Ziyan primarily engages in staged photography, with a particular focus on portraits of individuals and the creation of portraits through the arrangement of objects and the construction of environments devoid of human subjects. Her photographs frequently document women within contemporary Druze society. In her works, Ziyan explores themes related to socio-cultural identity within the Druze community and gender-related issues in her surrounding environment. Ziyan's work places a strong emphasis on questions that center around the concept of "culture" as an aesthetic category for examining and understanding the society in which she operates. The artistic and aesthetic realm provides an opportunity for reconciliation between nature and humanity, creating space for voices that are not given expression in other discursive spaces.

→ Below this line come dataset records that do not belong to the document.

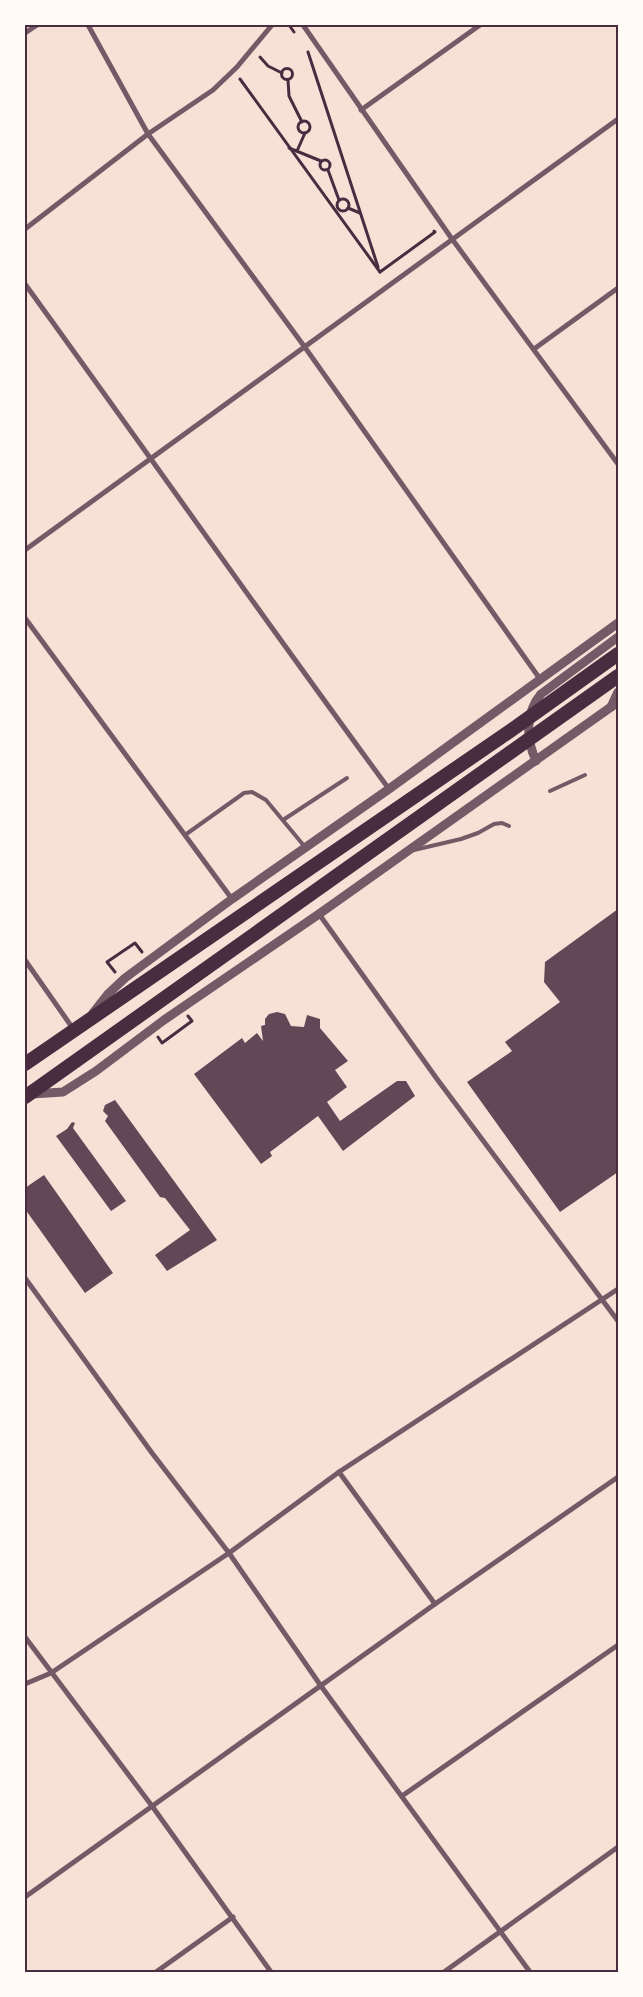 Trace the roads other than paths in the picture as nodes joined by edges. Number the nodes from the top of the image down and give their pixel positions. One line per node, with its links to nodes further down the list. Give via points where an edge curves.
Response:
1 (37, 25): 6 (street)
2 (88, 25): 9 (street)
3 (272, 25): 9 (street, via 213,90)
4 (303, 25): 7 (street)
5 (480, 25): 7 (street)
6 (25, 33)
7 (361, 110): 11 (street)
8 (618, 119): 11 (street)
9 (148, 134): 10 (street); 14 (street)
10 (25, 229)
11 (452, 239): 14 (street); 15 (street)
12 (25, 284): 17 (street)
13 (618, 288): 15 (street)
14 (304, 346): 17 (street); 25 (street)
15 (534, 349): 16 (street)
16 (615, 455): 18 (street)
17 (151, 457): 19 (street); 31 (street)
18 (618, 464)
19 (25, 550)
20 (25, 618): 35 (street)
21 (618, 623): 25 (street)
22 (618, 637): 28 (street, via 533,703 528,726 530,746)
23 (618, 654): 41 (highway)
24 (618, 676): 44 (highway)
25 (540, 679): 31 (street)
26 (618, 692): 27 (street)
27 (614, 705): 28 (street)
28 (536, 761): 37 (street)
29 (585, 775): 32 (lane)
30 (347, 778): 33 (lane)
31 (389, 789): 36 (street)
32 (550, 791)
33 (283, 820): 35 (lane, via 259,795 244,793); 36 (lane)
34 (509, 826): 37 (lane, via 494,824 448,844)
35 (185, 835): 38 (street)
36 (306, 847): 38 (street)
37 (409, 850): 39 (street)
38 (232, 899): 41 (street, via 122,981)
39 (319, 914): 44 (street, via 63,1092); 47 (street, via 437,1079)
40 (25, 960): 42 (street)
41 (87, 1022): 42 (highway)
42 (74, 1031): 43 (highway)
43 (25, 1064)
44 (27, 1096)
45 (25, 1278): 51 (street)
46 (618, 1290): 47 (street)
47 (602, 1299): 48 (street); 49 (street)
48 (618, 1321)
49 (340, 1472): 51 (street); 52 (street)
50 (618, 1477): 52 (street)
51 (229, 1554): 55 (street); 57 (street)
52 (435, 1604): 57 (street)
53 (25, 1637): 55 (street)
54 (618, 1646): 58 (street)
55 (51, 1673): 56 (street); 59 (street)
56 (25, 1684)
57 (321, 1686): 58 (street); 59 (street)
58 (402, 1796): 63 (street)
59 (152, 1806): 61 (street); 62 (street)
60 (618, 1847): 63 (street)
61 (25, 1897)
62 (233, 1917): 64 (street); 65 (street)
63 (500, 1932): 66 (street); 67 (street)
64 (156, 1972)
65 (271, 1972)
66 (444, 1972)
67 (530, 1972)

In her 2016 exhibition "Bare Concrete" at the Kabrie Gallery, Ziyan presented 12 photographs in various formats. In this carefully staged series, Ziyan explores themes of presence, absence, and deception, offering insight into her complex inner world. Air and concrete intertwine throughout the works, creating a tension that reflects her perspective. The figure of the father, who was a central and influential figure in Ziyan's life, serves as a recurring presence throughout the series, even when he is not directly depicted, such as in the work portraying a young girl against a concrete background. Concrete, in its various shades, appears as a recurring motif in the photographs and raises questions about permanence and impermanence, as well as memory and forgetting. These works further consider whether concrete is merely a thin and unstable surface or reinforced concrete constructed as a stable foundation.

In 2017, Ziyan presented a joint exhibition, "Huna and Hunak," with designer Rami Tareef at the Kabrie Gallery. In this exhibition, she isolated ordinary daily actions attributed to women, removed them from their context, and thus transformed them into a kind of encrypted ritual with an aura of sanctity and mystery.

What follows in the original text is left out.